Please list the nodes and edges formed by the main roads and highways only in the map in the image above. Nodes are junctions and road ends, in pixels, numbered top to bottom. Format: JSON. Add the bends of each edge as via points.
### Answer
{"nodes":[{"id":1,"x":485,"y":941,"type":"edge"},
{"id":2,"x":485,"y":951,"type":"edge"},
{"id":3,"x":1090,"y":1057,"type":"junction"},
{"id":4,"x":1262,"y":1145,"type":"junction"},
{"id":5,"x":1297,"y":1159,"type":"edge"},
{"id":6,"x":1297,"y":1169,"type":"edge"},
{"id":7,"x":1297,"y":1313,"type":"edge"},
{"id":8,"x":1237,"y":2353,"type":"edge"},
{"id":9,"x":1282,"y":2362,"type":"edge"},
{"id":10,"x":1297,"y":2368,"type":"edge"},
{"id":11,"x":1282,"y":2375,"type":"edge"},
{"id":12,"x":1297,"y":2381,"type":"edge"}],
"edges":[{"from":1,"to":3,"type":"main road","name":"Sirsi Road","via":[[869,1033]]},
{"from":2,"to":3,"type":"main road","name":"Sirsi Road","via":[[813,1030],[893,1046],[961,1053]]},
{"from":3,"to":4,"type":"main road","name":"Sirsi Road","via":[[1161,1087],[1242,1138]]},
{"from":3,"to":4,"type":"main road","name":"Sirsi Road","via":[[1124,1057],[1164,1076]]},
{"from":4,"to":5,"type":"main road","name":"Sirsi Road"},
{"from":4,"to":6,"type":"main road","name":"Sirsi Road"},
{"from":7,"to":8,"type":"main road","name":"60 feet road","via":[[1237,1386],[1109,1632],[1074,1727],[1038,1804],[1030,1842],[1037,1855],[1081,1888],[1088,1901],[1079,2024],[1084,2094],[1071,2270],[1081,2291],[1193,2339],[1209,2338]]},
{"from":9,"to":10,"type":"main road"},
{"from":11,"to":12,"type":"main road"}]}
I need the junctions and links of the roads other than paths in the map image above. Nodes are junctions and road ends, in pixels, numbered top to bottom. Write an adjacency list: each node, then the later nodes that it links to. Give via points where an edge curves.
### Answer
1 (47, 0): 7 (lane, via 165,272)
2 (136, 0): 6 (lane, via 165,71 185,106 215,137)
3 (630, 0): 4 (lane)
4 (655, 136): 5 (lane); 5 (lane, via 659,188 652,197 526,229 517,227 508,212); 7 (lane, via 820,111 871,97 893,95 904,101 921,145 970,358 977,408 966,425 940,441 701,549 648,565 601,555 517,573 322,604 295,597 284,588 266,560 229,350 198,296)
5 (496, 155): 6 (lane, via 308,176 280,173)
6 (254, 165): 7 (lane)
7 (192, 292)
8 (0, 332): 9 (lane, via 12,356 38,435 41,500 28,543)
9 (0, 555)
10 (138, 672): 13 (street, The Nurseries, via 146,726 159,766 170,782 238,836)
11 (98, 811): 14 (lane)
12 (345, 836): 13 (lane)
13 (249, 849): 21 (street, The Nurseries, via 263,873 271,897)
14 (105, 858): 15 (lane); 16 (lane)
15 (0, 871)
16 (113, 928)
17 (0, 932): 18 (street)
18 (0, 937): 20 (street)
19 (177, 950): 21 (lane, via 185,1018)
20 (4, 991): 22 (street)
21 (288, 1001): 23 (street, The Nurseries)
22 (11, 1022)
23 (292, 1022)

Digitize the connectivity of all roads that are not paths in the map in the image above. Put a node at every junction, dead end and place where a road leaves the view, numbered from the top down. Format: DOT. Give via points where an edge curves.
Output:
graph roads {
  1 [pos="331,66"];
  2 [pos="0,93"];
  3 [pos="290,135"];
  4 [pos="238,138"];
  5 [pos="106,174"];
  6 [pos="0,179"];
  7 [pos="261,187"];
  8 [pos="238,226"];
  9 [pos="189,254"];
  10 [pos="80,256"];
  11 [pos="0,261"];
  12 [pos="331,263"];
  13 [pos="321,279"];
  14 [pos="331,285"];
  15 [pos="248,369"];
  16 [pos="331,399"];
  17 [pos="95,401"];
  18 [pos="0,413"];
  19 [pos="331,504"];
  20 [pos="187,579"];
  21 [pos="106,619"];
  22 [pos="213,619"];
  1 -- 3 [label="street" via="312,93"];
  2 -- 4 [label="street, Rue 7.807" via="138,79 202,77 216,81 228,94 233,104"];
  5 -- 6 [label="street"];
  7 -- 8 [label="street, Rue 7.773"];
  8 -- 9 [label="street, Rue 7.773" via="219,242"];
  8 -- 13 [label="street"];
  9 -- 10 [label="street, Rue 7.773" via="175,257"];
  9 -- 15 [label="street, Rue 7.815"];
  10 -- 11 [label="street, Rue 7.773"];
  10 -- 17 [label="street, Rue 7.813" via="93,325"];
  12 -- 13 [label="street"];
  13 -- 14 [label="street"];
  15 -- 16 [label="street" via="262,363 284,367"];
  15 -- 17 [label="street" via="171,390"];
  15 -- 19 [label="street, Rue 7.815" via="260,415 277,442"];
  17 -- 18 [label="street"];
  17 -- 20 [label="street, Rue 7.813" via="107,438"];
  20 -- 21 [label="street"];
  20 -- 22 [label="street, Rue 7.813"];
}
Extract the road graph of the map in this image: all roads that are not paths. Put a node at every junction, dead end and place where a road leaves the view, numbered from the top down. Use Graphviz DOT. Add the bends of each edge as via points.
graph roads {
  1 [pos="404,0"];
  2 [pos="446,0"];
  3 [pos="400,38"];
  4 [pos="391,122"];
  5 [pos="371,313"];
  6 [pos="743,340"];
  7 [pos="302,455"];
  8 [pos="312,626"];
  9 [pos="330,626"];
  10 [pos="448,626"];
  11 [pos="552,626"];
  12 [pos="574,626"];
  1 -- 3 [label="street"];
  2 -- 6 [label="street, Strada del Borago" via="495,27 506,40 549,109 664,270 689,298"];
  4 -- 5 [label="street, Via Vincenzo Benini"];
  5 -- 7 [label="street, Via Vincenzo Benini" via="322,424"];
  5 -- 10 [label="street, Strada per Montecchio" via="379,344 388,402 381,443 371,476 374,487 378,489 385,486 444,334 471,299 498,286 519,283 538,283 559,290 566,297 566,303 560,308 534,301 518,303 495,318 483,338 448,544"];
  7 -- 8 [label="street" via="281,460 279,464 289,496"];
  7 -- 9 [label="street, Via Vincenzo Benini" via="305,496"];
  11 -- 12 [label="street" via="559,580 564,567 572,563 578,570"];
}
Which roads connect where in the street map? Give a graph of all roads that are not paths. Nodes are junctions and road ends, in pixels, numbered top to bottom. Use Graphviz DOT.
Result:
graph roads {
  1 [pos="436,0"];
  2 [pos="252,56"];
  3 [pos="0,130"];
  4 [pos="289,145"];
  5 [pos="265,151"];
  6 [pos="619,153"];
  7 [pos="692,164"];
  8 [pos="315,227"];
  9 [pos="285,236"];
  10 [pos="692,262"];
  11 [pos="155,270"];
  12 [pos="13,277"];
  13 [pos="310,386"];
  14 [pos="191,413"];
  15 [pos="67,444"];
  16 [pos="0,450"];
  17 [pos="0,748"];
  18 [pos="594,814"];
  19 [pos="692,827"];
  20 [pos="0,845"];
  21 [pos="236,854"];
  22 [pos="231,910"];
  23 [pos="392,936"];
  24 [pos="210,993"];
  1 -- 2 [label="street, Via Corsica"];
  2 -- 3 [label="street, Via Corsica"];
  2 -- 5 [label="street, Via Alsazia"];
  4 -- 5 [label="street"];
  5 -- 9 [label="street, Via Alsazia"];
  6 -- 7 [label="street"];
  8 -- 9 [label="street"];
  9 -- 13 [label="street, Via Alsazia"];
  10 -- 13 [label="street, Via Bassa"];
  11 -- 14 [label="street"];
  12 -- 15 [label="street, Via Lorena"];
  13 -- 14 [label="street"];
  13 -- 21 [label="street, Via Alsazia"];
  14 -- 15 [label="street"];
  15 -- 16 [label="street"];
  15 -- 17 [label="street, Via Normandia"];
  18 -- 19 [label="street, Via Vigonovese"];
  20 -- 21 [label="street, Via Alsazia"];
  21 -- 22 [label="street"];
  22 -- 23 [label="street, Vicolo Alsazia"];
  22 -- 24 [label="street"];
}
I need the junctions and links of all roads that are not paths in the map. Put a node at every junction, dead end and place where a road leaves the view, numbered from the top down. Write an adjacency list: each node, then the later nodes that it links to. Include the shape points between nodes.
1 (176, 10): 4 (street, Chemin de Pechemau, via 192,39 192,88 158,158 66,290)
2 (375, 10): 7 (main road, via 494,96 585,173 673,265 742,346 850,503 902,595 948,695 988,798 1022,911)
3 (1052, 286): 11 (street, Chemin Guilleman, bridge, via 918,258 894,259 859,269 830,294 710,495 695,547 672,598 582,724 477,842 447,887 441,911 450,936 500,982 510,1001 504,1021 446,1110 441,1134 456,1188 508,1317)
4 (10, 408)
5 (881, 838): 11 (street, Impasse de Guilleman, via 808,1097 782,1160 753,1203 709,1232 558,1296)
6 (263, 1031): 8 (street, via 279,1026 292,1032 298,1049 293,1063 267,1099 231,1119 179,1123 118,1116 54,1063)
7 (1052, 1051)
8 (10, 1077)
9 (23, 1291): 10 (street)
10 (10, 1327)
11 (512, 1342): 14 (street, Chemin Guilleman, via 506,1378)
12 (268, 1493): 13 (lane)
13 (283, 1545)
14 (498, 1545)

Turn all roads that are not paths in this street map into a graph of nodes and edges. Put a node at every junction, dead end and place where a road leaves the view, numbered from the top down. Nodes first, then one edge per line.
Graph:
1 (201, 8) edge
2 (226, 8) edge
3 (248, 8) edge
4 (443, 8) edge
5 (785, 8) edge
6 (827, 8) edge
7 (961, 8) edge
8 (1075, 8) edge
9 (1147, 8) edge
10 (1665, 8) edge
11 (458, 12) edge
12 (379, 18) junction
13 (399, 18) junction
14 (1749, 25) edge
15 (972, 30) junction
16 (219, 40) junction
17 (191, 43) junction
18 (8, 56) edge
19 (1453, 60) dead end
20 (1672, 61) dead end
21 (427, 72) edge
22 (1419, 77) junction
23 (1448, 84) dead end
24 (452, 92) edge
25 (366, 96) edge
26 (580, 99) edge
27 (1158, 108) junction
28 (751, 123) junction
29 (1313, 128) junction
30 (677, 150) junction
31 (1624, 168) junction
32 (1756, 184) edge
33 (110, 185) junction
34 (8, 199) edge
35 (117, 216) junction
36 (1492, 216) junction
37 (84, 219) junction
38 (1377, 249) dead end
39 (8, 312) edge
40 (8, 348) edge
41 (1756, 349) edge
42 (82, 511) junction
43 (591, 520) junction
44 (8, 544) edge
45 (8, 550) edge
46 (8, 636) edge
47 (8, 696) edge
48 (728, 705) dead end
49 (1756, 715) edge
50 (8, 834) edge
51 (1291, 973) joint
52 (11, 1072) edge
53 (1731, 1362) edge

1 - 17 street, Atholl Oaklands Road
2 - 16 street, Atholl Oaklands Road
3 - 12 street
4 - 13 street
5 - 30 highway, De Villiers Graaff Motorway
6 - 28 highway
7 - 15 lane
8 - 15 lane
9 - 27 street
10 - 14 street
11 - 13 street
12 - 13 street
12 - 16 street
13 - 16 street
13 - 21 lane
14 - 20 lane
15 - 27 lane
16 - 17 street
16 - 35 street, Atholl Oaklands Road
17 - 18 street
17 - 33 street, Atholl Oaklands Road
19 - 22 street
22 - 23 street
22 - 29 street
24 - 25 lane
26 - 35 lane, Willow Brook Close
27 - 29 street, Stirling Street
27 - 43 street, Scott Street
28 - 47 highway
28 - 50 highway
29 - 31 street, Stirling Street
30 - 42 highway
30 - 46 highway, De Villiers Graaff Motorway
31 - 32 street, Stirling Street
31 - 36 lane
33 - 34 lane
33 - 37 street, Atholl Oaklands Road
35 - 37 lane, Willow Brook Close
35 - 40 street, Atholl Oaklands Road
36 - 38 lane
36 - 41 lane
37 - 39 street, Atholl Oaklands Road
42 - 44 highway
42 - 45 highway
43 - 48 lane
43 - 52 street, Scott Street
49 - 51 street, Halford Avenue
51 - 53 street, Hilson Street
+---+
#### Problem details:
Take every line of the material that contains the word "Format", and copy it.

#### Task solution:
Please list the nodes and edges formed by the main roads and highways only in the map in the image above. Nodes are junctions and road ends, in pixels, numbered top to bottom. Format: JSON. Add the bends of each edge as via points.
Digitize the connectivity of all roads that are not paths in the map in the image above. Put a node at every junction, dead end and place where a road leaves the view, numbered from the top down. Format: DOT. Give via points where an edge curves.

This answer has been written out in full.